Table 1.
Median and 95% and 99% quantiles of each distance method for protease (PR) and reverse transcriptase (RT).
Gene, drug-resistance mutations,a distanceb |
Median | 95% quantile |
99% quantile |
---|---|---|---|
PR | |||
Unadjusted | |||
Hamming | 1.7 | 4.7 | 6.1 |
Mixture-weighted | 1.0 | 3.7 | 5.4 |
Unweighted | 0.3 | 3.0 | 4.7 |
Adjusted | |||
Hamming | 1.3 | 3.4 | 4.7 |
Mixture-weighted | 0.6 | 2.4 | 3.4 |
Unweighted | 0.0 | 1.7 | 3.0 |
RT | |||
Unadjusted | |||
Hamming | 1.5 | 3.6 | 4.3 |
Mixture-weighted | 0.9 | 2.7 | 3.5 |
Unweighted | 0.3 | 1.9 | 2.9 |
Adjusted | |||
Hamming | 1.3 | 3.4 | 4.7 |
Mixture-weighted | 0.7 | 2.1 | 2.8 |
Unweighted | 0.1 | 1.3 | 2.2 |
NOTE. Data are percentage nucleotide distance.

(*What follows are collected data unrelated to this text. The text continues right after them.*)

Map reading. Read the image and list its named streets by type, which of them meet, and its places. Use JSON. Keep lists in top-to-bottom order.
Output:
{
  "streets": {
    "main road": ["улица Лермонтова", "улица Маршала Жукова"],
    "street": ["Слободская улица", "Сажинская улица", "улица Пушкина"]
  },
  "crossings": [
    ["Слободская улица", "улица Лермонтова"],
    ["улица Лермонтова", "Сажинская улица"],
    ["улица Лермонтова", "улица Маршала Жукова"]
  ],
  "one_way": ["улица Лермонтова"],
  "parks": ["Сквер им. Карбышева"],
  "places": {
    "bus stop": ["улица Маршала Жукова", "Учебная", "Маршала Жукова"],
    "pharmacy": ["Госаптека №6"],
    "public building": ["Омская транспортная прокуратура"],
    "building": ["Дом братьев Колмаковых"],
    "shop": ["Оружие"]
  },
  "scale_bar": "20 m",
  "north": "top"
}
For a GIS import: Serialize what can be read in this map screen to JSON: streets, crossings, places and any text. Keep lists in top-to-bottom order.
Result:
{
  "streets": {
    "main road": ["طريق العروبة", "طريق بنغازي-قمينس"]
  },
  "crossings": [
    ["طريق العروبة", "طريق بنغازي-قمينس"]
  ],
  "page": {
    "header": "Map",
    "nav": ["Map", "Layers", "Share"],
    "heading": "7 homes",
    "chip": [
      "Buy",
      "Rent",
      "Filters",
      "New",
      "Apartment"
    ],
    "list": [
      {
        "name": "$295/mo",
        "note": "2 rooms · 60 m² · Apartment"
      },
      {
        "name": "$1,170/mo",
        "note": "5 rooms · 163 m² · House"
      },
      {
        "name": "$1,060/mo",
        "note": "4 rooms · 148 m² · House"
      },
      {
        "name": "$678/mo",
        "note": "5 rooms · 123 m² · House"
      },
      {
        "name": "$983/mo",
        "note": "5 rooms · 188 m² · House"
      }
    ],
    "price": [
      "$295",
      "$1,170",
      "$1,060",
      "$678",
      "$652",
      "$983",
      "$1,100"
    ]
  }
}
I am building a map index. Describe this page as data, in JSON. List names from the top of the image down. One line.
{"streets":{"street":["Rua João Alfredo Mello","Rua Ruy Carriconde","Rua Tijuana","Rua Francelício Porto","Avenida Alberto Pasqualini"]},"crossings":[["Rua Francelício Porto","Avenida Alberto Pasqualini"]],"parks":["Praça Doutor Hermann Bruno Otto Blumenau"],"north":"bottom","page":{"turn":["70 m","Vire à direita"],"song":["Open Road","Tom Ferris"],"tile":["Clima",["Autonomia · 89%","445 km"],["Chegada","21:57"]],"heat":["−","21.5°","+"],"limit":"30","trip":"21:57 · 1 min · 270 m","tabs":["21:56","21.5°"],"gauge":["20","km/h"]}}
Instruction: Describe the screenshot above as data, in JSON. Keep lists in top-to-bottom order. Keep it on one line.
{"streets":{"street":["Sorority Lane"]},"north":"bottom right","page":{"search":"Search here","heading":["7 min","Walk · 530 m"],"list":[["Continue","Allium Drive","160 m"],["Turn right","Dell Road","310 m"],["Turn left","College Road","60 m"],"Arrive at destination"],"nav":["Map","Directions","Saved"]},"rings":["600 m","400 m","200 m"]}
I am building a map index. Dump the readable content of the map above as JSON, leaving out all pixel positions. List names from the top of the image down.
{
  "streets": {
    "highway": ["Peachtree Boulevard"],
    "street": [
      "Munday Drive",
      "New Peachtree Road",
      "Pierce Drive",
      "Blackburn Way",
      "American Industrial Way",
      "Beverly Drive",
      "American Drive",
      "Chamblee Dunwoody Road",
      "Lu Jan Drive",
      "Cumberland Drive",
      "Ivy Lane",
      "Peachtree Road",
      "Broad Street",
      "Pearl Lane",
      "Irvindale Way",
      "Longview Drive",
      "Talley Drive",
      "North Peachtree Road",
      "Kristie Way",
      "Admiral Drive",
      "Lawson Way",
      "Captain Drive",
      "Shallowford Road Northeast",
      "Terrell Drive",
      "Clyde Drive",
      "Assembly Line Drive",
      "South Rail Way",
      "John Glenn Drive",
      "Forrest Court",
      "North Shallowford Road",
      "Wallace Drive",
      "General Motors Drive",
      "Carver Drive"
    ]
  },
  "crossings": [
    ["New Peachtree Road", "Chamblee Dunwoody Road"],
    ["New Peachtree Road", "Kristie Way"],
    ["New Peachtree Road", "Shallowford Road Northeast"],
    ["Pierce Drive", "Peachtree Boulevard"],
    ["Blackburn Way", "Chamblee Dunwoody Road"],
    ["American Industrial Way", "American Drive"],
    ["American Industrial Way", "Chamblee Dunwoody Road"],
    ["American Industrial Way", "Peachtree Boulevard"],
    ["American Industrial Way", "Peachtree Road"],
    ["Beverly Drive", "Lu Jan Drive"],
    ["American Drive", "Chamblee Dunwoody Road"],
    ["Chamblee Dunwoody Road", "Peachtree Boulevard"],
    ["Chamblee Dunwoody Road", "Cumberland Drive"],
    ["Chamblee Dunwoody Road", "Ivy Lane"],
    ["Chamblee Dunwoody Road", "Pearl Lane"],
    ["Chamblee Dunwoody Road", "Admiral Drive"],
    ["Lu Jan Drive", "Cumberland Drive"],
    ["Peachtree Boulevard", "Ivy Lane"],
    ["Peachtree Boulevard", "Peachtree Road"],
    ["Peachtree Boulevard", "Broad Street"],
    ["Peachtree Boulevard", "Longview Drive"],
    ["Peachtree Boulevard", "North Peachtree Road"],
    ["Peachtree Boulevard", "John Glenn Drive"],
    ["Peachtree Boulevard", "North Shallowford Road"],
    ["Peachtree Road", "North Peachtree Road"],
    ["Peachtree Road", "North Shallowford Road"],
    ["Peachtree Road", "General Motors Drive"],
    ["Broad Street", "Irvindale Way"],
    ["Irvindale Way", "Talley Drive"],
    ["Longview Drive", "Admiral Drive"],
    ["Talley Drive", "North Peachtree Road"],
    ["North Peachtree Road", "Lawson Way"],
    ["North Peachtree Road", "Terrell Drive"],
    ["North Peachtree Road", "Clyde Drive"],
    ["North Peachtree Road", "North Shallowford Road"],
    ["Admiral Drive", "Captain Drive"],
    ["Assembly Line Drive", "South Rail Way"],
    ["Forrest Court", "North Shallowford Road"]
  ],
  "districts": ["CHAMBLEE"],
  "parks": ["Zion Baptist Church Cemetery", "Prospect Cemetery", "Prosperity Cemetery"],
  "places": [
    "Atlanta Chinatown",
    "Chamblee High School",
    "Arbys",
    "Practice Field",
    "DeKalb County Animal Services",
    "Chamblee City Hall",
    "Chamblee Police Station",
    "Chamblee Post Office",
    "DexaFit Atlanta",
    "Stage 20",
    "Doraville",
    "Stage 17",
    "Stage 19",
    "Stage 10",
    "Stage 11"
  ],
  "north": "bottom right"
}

The mutation-adjusted distance excludes codons associated with drug resistance. The unadjusted distance includes all 99 PR positions and 250 RT positions.
Three approaches were used to handle nucleotide mixtures. The Hamming distance weighed all nucleic acid differences between 2 sequences equally. The mixture-weighted distance weighed nucleotide distances according to the extent of overlap between 2 nucleotides (e.g., A and R, which represent a mixture of A/G overlap by 50%). The unweighted distance ignored positions that had nucleotide mixtures.